Meanwhile, silence removal is usually used in speech processing applications when using machine learning approaches as the silence carries non-informative information and may slow the training process.

2.1 Feature representation

For spoken term detection purposes, features are represented in different forms. These representations are most of the time related to the primary features like Mel frequency cepstral coefficients (MFCC) or perceptual linear prediction (PLP) features.

Besides that, posteriorgrams have been widely used in QbE-STD applications. Given an acoustic vector, the posteriorgram represents its posterior distribution over a set of predefined classes. The main applied posteriorgram representations, in this context, are Gaussian posteriorgrams [13] and phonetic posteriorgrams [11]. A Phonetic posteriorgram is a time/class matrix, where each cell value is the posterior probability of a phone class for the associated time frame. Gaussian posteriorgram is a vector of probabilities representing the posterior probabilities of a collection of Gaussian components for a speech window. Gaussian mixture models (GMMs) are trained on raw speech or on primary features in an unsupervised way to label the speech frames [11, 14, 15].

With the rise of deep learning models, acoustic word embeddings (AWEs), as well as bottleneck and articulatory bottleneck features, have been applied as an alternative to Gaussian posteriorgrams [15-17]. Meanwhile, architectures such as convolutional neural networks have proven their effectiveness in extracting local properties in speech signals [18].

2.2 Pattern matching algorithms

Broadly, the pattern-matching stage computes the similarity between the feature representation of the spoken query and that of the test utterance [19]. Herein, the widely used method for template matching is the DTW algorithm [20].

DTW is utilized in the comparison between two vectors that mainly do not have the same dimensionality. In our case, DTW pertains to acoustic vectors representing speech segments. Particularly, it emphasizes regions in the speech archive that resemble the target query. Herein, template matching is applied either by using spectral-based features such as MFCCs and PLPs or by other means such as the aforementioned posterior characteristics.

To make it more suitable for audio search applications, several modifications have been made to the basic DTW algorithm. Segmental DTW (S-DTW) was proposed to realize feature sequence matching between the target query and the speech archive [13]. In S-DTW, the sequence corresponding to the archive to investigate is divided into overlapped vectors that have the same length as the target query. Therefore, the algorithm requires to be executed over all the vectors to detect the target query pattern, which increases its computational needs.
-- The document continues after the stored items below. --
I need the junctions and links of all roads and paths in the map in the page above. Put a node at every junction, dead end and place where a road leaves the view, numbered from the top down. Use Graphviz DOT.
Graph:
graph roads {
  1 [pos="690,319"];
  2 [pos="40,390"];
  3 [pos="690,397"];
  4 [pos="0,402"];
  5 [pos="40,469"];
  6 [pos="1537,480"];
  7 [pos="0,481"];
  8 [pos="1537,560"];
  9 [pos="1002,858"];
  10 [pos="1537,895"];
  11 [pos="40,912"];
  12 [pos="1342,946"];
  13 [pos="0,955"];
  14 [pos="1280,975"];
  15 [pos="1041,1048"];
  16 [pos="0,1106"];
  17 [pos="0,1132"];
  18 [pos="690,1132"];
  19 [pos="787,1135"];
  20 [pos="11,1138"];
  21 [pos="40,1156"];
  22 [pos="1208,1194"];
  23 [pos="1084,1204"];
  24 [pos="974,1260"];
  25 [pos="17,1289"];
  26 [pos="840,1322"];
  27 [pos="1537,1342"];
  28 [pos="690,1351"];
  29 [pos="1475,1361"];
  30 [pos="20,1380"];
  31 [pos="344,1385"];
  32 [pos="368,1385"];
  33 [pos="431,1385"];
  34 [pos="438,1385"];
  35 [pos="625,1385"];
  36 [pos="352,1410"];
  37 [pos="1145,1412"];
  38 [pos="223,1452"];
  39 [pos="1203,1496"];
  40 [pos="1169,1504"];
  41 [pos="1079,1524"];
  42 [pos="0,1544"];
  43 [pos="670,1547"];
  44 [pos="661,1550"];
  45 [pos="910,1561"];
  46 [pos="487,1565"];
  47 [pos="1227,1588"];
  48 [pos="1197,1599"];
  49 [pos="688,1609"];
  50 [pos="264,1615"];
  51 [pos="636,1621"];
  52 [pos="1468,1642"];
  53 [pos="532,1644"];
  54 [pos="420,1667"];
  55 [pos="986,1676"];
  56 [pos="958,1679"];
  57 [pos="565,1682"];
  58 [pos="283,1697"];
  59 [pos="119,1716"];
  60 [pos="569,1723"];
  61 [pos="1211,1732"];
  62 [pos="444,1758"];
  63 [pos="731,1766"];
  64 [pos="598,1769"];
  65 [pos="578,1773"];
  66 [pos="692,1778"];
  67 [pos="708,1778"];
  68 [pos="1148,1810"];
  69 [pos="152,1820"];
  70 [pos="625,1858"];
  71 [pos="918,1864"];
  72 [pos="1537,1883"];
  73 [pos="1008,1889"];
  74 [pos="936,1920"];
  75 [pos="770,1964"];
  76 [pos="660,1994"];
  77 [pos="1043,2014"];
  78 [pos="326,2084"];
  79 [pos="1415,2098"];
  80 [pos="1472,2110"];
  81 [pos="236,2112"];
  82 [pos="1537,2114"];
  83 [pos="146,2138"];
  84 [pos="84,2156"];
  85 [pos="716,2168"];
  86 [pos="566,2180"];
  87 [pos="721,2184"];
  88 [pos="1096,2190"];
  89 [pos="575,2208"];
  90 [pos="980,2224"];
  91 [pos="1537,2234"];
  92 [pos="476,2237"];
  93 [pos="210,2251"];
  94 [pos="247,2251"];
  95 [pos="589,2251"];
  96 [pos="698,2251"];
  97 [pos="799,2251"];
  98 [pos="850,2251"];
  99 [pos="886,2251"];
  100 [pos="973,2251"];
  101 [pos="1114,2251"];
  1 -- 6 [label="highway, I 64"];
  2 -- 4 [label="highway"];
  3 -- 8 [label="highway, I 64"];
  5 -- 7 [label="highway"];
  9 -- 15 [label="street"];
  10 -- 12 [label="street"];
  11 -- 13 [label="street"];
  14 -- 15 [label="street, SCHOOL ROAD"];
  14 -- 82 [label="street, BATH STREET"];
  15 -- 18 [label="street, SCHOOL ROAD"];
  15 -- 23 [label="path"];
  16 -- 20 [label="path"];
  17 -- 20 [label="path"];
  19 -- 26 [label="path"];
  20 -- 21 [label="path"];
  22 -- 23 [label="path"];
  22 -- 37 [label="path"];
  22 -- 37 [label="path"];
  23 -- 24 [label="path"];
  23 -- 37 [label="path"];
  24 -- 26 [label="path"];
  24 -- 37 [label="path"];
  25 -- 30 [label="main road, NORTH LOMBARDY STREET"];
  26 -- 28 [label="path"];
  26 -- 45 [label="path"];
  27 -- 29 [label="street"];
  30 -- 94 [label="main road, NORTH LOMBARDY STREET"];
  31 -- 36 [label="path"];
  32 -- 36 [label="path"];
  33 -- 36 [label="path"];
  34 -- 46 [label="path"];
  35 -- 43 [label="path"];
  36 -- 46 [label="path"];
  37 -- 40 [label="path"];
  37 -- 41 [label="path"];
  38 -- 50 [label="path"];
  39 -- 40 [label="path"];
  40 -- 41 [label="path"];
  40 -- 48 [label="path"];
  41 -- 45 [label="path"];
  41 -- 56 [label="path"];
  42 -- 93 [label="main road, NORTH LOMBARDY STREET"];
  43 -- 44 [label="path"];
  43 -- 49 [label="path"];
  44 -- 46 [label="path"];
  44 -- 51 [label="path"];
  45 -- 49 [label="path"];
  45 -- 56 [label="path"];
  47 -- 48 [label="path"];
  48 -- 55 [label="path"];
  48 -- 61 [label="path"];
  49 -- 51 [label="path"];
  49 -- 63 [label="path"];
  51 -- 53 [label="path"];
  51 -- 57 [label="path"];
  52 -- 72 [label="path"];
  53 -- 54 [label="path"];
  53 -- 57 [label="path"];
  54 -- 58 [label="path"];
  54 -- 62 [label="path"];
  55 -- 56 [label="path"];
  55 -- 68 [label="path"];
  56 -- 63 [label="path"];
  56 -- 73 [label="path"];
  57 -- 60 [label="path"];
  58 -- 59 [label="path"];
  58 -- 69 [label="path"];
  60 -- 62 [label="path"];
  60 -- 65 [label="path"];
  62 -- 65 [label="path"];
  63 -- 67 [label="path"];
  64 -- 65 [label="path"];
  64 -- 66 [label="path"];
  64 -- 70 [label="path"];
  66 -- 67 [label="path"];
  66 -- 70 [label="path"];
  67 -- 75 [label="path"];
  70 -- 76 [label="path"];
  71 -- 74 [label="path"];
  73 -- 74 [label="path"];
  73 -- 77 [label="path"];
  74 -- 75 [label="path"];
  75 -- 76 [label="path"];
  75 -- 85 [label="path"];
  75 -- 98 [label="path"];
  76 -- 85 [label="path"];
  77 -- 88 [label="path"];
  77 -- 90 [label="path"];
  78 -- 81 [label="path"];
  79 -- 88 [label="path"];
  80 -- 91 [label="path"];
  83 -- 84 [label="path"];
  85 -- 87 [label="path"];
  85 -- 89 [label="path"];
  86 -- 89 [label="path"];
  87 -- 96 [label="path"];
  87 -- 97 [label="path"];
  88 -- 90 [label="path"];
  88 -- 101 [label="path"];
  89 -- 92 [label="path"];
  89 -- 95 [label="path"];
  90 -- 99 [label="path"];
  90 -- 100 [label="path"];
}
To reduce the time complexity, other variants were proposed such as subsequence DTW (sub-DTW) [21] or non-segmental [22]. Distance-based approaches require a threshold determination, which was addressed by using many tuning methods.

In recent works, a similarity matrix is computed using the cosine distance between the speech archive representation and the query representation vectors, herein, the matching regions are detected using image processing methods, leading to the emergence of a diagonal pattern within the similarity matrix when transformed into an image [9, 23], as illustrated in Figure 1. It is the so-called diagonal pattern search method [24].

Figure 1. The diagonal in the similarity matrix image stands for the spoken term detection

2.3 Related work

With the rise of deep learning (DL), many models were applied for KWS purposes [25], however, only a few works dealt with QbE-STD.

Chen et al. [15] proposed to train a deep neural network (DNN) to find useful characteristics in unlabeled speech data. In this work, labels are generated in an unsupervised way, by a Dirichlet GMM model. The DNN trained with these labels is then used to extract low-dimensional features, called unsupervised bottleneck features (uBNFs), which serve as input for the clustering stage where different groups of sounds are determined. The acoustic vectors from the archive and the query are compared using the subDTW algorithm.

To address the background noise issue, Lim et al. [16] suggested the use of a CNN to extract the bottleneck features.

To cope with low-resource scenarios and the substantial computation involved by AWEs, in the study by Yuan et al. [26], suggested the use of binary embeddings with hamming distance; their suggestion accelerates the search by leveraging efficient bitwise operations.

To address the challenge related to speech variability, Sudhakar et al. [27] suggested the RASTA-PLP spectrogram as the acoustic feature representation, then the aforementioned diagonal pattern search method computed the similarity between the target term and the speech archive. The tests they carried on the IITKGP-SDUC speech corpus achieved accuracies of about 60.2% and 70.6% for Hindi and Bengali languages respectively.

Following an end-to-end approach, Ao and Lee [28] represented the audio segments as MFCC coefficients, and the obtained vectors are sequentially processed by a long short-term memory (LSTM) model combined with an attention mechanism. The proposed network produces a scalar standing for the probability that the spoken query belongs to the test utterance.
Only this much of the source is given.